For correctness we look at the second algorithm (the rooted case is clearly just a special case of the unrooted).

The fact that the algorithm can never backtrack also guarantees termination, as the graph is finite. Now we need only demonstrate that the vertex $v$ we terminate at is in fact a local minimum. Assume for contradiction that it is not, then it has some neighbour $u$ that has a label with a lower value. We have three cases: (1) $u$ is the previous vertex in the path which the algorithm has followed, in which case when the algorithm was at $u$, it would not have selected $v$ as the next vertex; (2) $u$ is appears in the path, but more than one iteration earlier, in this case the graph is not a tree; and (3) $u$ is not in the path the algorithm followed, but then the algorithm would select $u$ as the next vertex in step 4, and the algorithm would not have terminated at $v$. Thus $v$ must be a local minimum.
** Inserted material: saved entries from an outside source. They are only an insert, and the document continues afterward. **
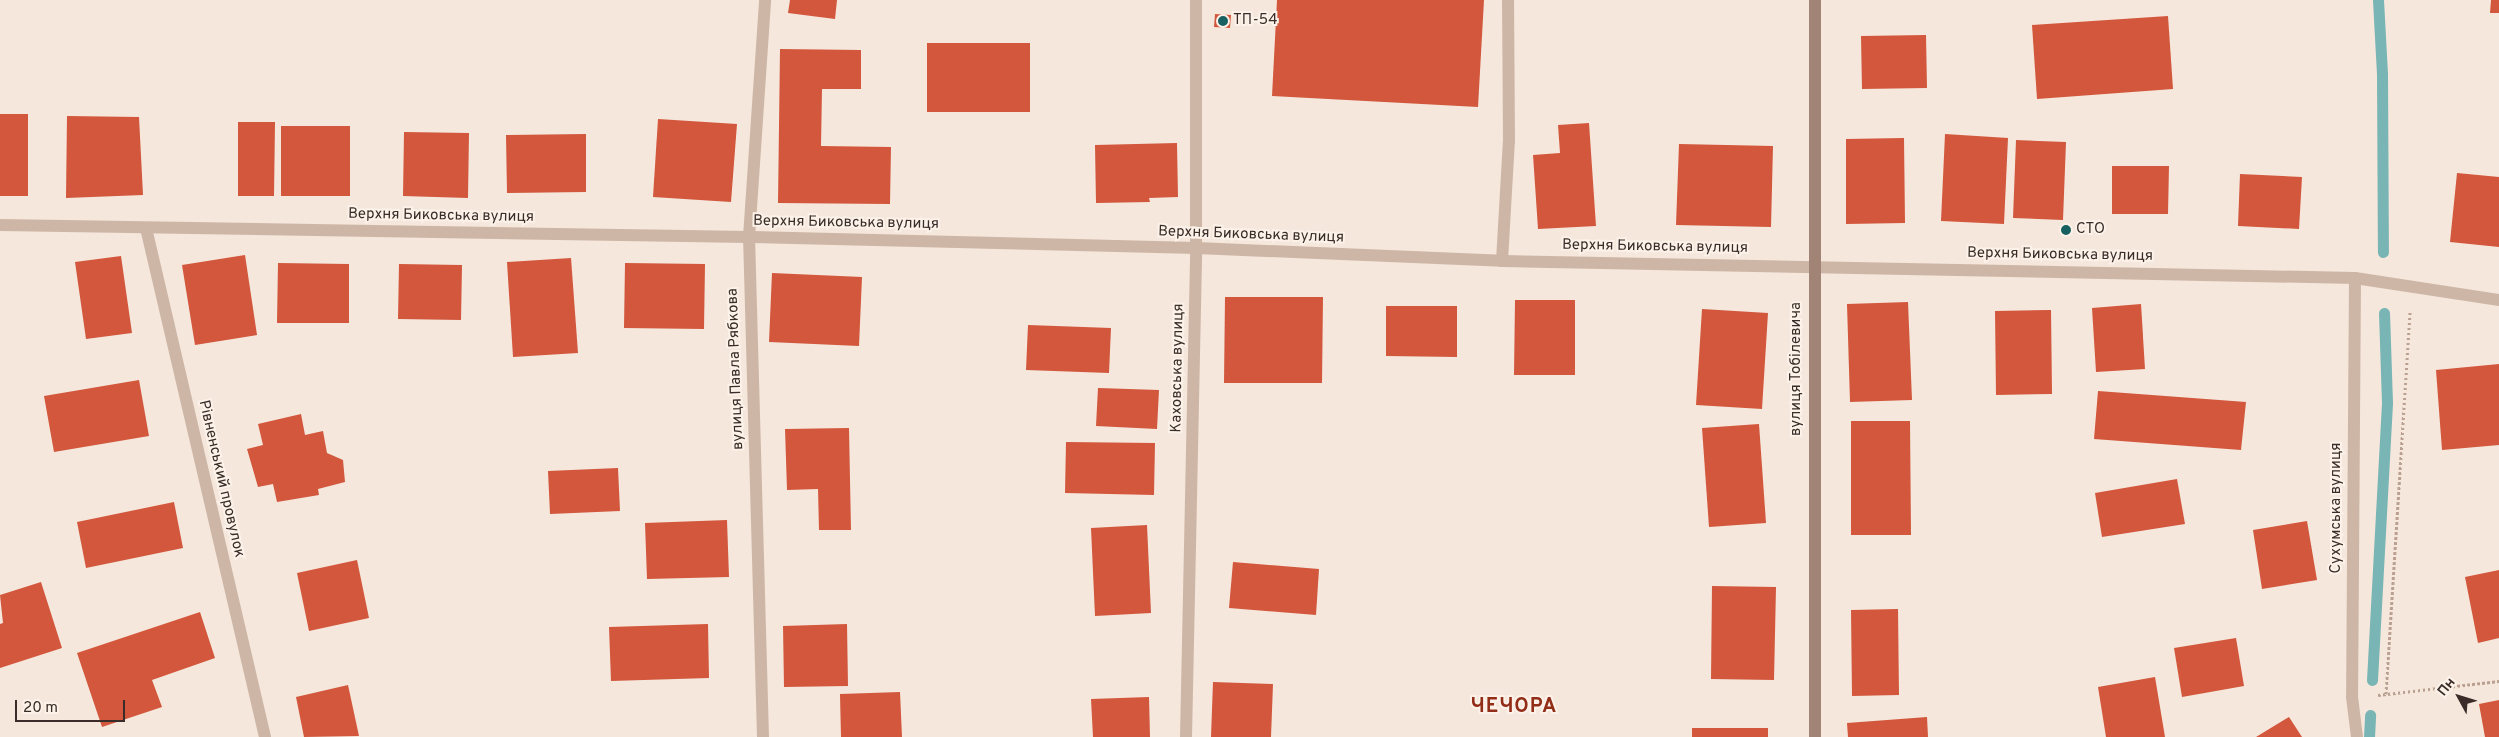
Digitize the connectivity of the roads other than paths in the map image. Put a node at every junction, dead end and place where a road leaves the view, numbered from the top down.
1 (765, 0) edge
2 (1196, 0) edge
3 (1508, 0) edge
4 (1815, 0) edge
5 (0, 225) edge
6 (146, 228) junction
7 (749, 237) junction
8 (1196, 248) junction
9 (1502, 261) junction
10 (1813, 266) junction
11 (2355, 278) junction
12 (2499, 300) edge
13 (265, 737) edge
14 (763, 737) edge
15 (1186, 737) edge
16 (1815, 737) edge
17 (2357, 737) edge

1 - 7 street, вулиця Павла Рябкова
2 - 8 street, Каховська вулиця
3 - 9 street
4 - 10 street, вулиця Тобілевича
5 - 6 street, Верхня Биковська вулиця
6 - 7 street, Верхня Биковська вулиця
6 - 13 street, Рівненський провулок
7 - 8 street, Верхня Биковська вулиця
7 - 14 street, вулиця Павла Рябкова
8 - 9 street, Верхня Биковська вулиця
8 - 15 street, Каховська вулиця
9 - 10 street, Верхня Биковська вулиця
10 - 11 street, Верхня Биковська вулиця
10 - 16 street, вулиця Тобілевича
11 - 12 street, Верхня Биковська вулиця
11 - 17 street, Сухумська вулиця

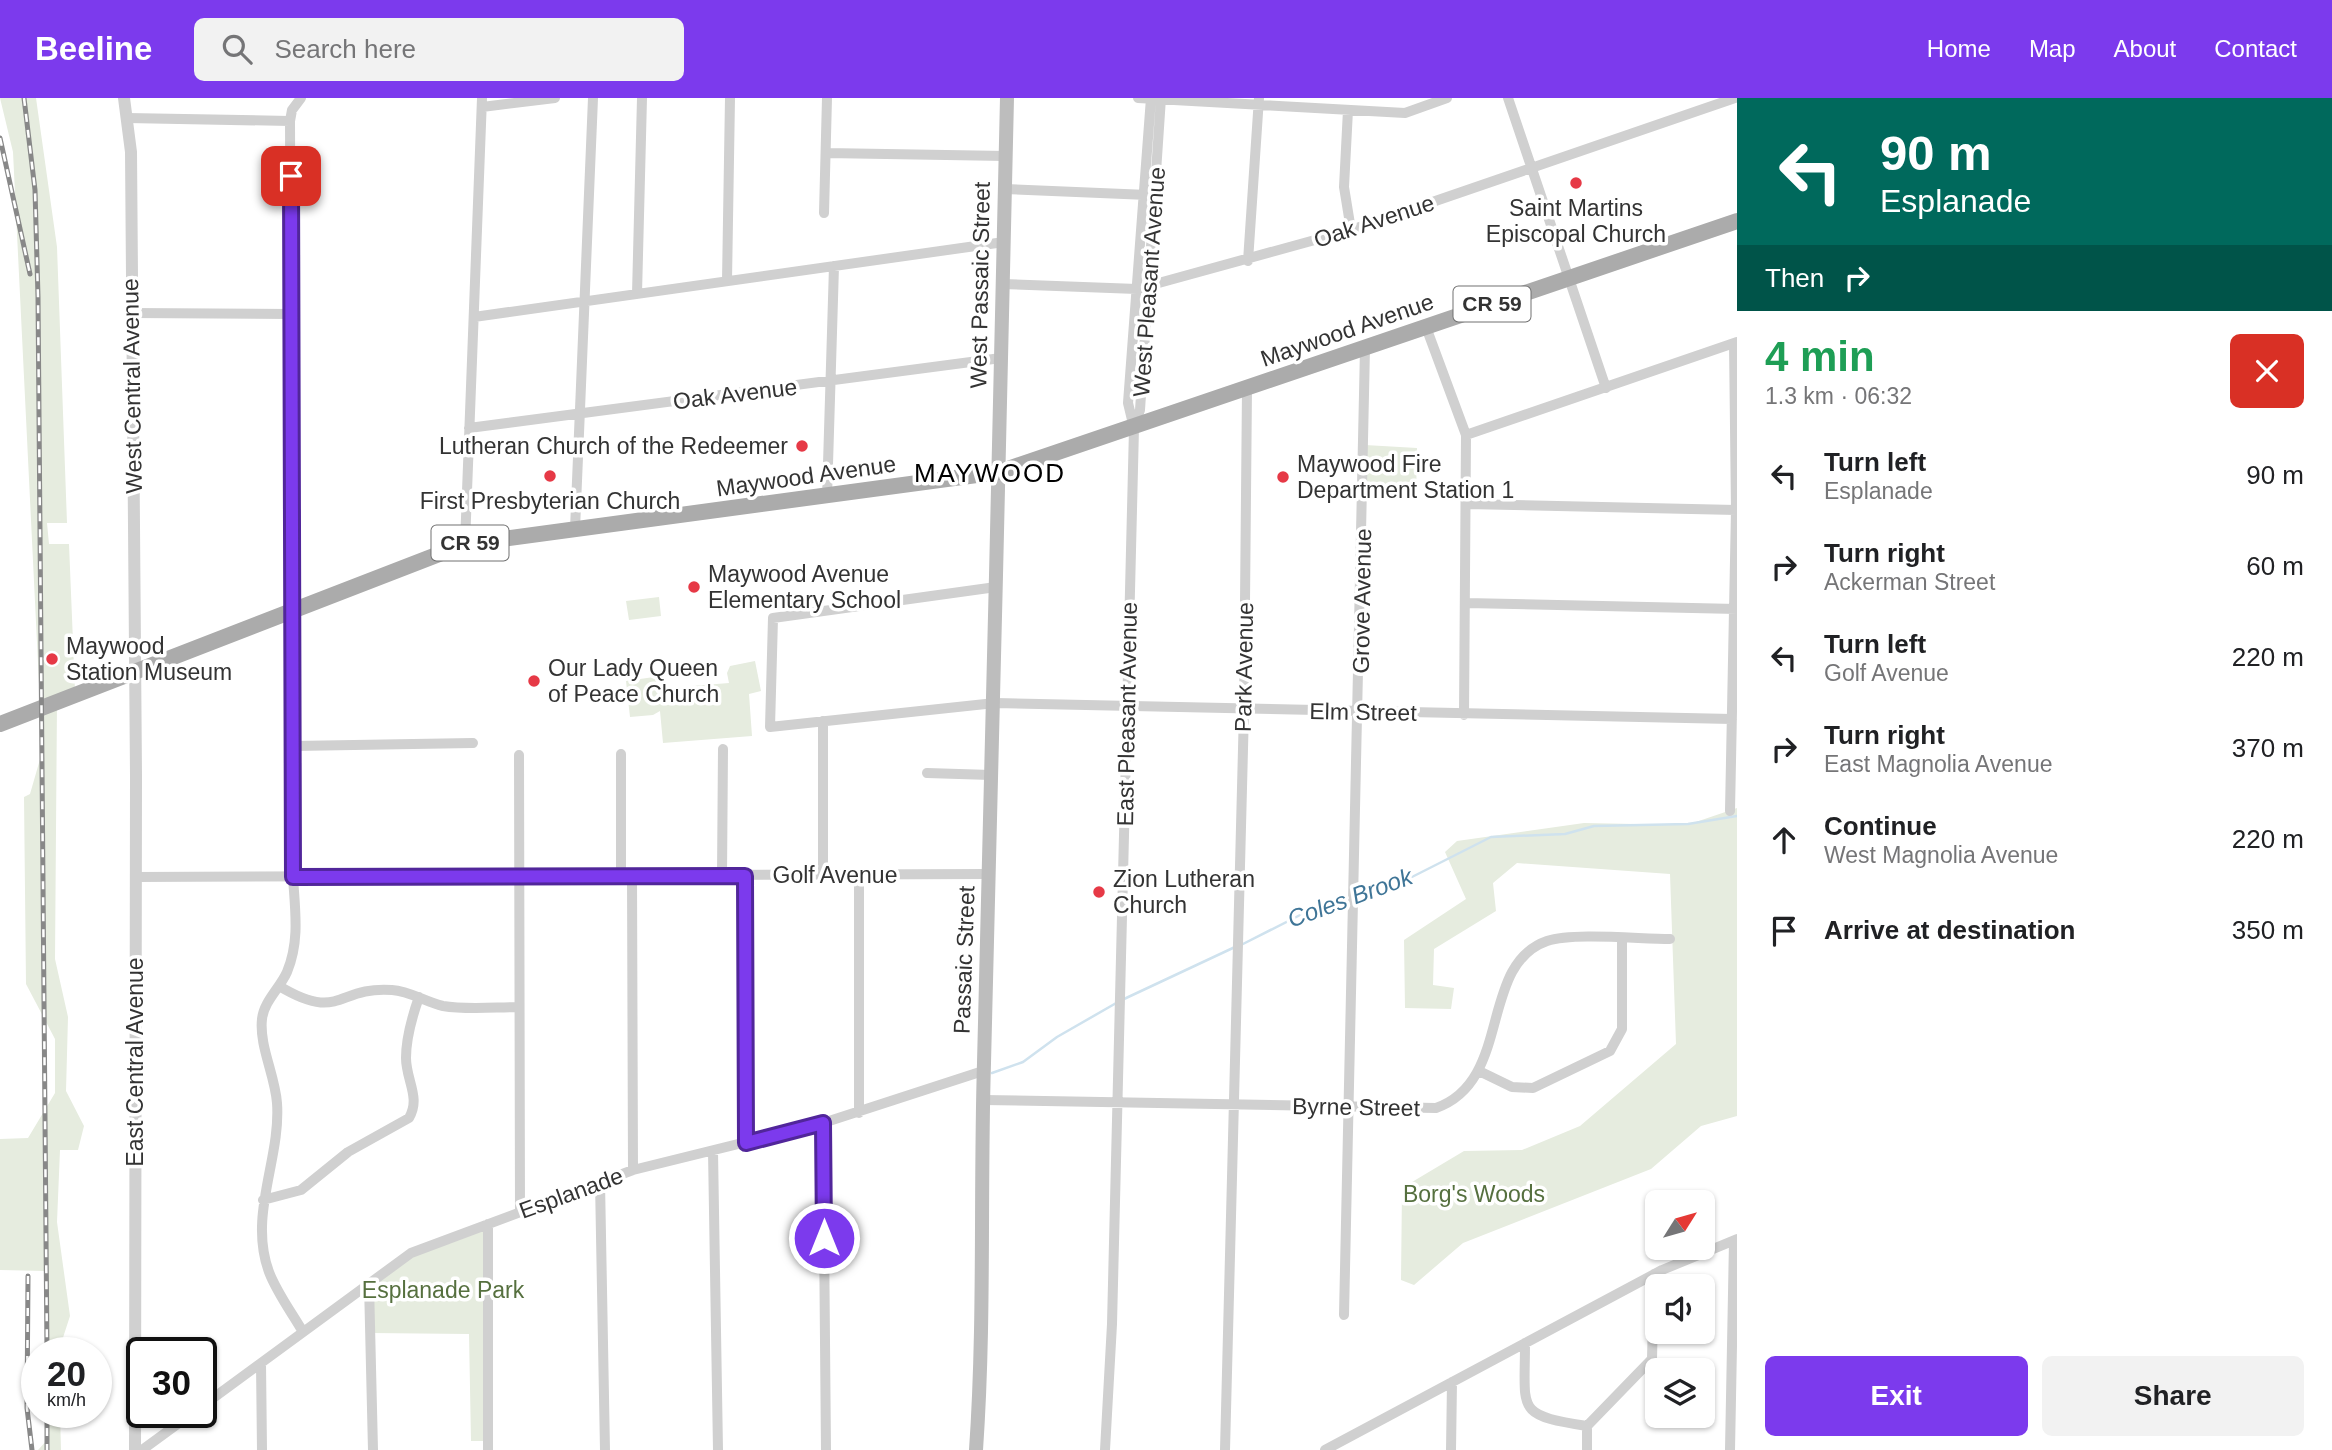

Another way to see this is to simply observe that the sequence of labels of the vertices selected by the algorithm is monotonically decreasing. From this both the termination and correctness follows immediately.

Footnote:

1. The property that allows this is that every subtree has a local minimum - again, every finite set which has a total ordering has a least element. Thus by induction, when we extend the subtree with a new root and a sibling-subtree, we have three cases: (1) the new root is smaller than both its children, so the algorithm would terminate the new root; (2) the new root is smaller than one child but not the other, then the algorithm will not choose the larger root and must take the smallest by definition; or (3) both children are smaller, but in this case, as noted, each subtree has at least one local minimum, so we may select either.